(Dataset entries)
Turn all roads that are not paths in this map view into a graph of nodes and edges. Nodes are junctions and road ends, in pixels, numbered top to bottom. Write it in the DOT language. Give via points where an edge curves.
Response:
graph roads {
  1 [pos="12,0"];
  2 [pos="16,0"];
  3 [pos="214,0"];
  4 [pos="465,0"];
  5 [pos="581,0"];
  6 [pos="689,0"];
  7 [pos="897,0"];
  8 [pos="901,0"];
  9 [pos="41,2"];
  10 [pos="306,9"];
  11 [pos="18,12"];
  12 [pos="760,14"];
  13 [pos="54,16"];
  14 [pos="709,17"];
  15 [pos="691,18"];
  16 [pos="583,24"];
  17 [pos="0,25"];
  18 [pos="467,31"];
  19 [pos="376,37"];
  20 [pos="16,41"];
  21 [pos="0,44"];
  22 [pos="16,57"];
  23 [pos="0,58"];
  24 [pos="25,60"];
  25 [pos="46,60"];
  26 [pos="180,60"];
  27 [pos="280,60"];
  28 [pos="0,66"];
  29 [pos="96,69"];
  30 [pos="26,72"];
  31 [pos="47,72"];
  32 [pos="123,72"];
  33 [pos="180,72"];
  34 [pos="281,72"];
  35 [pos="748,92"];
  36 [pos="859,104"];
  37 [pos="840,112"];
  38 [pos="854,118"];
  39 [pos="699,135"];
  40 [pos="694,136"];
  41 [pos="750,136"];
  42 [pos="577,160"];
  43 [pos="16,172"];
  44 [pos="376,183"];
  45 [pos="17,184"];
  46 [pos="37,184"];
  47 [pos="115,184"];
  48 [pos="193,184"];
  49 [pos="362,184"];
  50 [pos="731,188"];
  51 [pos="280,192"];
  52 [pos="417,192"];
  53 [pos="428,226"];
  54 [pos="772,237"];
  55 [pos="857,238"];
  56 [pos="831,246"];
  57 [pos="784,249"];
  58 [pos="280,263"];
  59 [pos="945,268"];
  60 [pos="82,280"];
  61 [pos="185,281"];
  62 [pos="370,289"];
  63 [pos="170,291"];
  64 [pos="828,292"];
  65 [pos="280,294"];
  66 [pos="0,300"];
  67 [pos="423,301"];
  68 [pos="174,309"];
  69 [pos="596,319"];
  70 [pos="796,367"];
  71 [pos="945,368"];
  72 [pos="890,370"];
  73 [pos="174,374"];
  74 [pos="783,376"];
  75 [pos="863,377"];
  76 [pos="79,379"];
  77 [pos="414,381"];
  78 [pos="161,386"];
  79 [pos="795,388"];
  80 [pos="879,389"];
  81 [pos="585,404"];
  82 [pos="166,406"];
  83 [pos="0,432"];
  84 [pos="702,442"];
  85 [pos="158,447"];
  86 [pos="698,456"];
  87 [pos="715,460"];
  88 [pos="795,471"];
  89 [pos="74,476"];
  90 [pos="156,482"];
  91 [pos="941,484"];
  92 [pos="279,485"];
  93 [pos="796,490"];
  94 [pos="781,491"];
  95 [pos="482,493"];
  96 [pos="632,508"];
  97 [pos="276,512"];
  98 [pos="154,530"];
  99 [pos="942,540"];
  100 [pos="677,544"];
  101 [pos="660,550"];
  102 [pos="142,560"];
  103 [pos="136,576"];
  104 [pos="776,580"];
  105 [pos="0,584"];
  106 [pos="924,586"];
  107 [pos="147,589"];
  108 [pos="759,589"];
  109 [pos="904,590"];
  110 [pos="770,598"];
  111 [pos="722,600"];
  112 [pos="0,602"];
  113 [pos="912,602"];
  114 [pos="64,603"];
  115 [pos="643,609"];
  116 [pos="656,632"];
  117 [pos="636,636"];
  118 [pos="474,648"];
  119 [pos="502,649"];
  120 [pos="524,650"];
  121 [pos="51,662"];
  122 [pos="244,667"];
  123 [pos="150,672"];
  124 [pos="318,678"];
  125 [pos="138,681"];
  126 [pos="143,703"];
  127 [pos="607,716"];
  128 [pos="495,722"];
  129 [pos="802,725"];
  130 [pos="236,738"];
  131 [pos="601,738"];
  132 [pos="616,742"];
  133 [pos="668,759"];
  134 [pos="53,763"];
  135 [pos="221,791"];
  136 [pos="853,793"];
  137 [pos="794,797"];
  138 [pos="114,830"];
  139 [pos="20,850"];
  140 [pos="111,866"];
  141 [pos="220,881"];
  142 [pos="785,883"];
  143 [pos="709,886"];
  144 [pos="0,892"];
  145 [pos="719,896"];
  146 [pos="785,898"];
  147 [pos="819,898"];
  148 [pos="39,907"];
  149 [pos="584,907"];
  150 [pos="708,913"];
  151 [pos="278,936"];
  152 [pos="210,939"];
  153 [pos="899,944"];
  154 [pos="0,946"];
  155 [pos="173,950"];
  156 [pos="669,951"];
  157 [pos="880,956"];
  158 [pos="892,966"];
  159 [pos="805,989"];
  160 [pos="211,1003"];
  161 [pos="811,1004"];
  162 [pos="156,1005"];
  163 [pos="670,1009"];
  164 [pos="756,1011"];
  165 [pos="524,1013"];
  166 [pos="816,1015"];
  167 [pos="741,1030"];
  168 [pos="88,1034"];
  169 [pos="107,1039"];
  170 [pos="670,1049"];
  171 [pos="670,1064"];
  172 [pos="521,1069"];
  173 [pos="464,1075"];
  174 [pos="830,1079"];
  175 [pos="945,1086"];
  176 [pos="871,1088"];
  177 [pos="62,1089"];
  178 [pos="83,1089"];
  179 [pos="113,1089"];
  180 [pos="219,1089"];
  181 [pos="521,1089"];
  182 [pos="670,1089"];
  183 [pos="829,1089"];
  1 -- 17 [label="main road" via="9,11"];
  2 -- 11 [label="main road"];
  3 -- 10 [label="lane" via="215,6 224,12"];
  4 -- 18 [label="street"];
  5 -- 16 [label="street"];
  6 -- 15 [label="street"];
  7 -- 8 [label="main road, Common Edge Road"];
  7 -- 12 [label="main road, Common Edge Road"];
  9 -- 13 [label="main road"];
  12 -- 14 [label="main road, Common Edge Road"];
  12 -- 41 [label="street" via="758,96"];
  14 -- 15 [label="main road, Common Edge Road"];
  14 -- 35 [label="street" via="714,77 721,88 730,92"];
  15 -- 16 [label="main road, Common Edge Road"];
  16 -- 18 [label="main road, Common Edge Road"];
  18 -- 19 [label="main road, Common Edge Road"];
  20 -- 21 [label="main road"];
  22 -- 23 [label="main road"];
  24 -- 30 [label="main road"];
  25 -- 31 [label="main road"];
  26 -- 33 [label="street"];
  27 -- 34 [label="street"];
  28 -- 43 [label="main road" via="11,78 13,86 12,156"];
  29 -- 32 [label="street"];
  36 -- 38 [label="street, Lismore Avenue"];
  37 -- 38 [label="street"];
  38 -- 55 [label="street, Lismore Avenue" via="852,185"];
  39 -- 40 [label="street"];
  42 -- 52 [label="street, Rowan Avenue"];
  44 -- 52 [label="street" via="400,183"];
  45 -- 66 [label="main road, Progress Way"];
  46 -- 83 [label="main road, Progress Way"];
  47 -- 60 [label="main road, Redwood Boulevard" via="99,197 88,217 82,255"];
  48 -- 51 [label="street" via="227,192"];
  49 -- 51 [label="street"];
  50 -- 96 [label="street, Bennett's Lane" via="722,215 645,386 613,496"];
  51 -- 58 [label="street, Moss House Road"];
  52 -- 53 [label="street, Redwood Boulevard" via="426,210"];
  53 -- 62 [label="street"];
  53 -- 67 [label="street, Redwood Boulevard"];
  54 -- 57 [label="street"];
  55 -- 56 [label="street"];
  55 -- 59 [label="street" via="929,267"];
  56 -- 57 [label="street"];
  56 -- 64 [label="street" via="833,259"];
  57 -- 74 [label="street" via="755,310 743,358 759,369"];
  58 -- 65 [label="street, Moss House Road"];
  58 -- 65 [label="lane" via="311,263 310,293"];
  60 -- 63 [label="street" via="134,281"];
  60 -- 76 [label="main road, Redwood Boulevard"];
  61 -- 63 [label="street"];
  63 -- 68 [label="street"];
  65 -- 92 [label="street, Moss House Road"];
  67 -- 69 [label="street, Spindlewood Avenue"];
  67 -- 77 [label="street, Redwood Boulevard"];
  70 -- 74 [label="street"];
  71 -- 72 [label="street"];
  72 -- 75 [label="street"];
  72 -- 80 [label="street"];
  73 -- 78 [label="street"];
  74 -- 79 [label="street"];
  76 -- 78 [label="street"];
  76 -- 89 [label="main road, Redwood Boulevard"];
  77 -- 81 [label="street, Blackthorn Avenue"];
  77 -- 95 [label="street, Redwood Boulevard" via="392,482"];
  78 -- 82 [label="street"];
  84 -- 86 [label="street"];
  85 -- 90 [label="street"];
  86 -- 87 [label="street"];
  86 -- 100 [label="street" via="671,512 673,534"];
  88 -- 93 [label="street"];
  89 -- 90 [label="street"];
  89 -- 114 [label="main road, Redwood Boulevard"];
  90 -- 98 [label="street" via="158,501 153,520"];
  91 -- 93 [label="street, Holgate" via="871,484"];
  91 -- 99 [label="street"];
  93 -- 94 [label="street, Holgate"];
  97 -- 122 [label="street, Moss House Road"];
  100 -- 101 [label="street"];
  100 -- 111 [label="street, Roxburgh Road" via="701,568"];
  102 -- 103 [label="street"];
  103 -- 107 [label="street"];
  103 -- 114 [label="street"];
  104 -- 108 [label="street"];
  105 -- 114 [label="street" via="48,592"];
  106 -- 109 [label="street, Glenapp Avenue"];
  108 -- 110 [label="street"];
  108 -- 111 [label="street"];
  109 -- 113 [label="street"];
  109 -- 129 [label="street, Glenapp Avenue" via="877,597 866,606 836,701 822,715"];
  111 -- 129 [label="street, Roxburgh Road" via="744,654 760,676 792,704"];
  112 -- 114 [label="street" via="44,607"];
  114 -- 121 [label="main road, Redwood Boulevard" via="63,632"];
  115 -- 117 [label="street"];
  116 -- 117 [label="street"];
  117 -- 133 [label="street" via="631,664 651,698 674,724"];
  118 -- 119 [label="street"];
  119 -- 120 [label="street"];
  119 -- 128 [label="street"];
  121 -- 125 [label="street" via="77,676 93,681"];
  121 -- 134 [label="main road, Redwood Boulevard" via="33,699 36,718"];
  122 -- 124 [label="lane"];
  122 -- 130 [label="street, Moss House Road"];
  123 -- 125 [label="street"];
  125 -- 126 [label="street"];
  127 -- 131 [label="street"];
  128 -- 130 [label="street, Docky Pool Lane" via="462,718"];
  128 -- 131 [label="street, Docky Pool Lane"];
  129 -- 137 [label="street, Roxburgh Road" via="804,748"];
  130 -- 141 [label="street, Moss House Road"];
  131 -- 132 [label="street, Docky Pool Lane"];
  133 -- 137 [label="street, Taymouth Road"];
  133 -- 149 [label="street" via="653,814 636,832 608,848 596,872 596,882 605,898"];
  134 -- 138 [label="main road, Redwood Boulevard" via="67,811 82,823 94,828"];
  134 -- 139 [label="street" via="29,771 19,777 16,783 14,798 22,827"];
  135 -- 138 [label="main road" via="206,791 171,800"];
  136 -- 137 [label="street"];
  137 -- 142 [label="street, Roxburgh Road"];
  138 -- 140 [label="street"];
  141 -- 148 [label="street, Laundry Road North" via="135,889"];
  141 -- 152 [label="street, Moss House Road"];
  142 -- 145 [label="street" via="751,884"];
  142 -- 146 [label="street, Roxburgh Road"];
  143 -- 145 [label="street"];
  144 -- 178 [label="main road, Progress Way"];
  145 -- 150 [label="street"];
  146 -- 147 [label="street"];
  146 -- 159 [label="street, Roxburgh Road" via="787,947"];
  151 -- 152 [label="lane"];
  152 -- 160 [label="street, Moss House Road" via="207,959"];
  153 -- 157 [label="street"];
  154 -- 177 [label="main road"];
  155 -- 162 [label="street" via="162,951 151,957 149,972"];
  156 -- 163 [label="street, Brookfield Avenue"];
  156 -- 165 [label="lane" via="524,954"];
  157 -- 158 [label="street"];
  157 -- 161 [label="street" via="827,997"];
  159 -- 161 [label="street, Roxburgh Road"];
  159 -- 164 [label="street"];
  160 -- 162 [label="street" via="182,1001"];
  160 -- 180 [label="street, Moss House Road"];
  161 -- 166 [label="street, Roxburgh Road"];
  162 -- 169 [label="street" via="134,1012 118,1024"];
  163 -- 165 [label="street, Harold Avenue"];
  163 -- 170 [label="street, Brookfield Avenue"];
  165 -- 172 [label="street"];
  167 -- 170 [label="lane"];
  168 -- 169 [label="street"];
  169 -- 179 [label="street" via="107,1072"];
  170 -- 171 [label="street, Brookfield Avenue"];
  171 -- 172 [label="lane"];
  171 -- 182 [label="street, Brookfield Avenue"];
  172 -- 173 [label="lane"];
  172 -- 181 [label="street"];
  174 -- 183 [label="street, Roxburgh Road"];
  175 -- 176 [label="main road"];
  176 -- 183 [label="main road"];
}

**Required work:**
Every line above that includes the string "Lismore" needs to be copied.

**Solution below:**
  36 -- 38 [label="street, Lismore Avenue"];
  38 -- 55 [label="street, Lismore Avenue" via="852,185"];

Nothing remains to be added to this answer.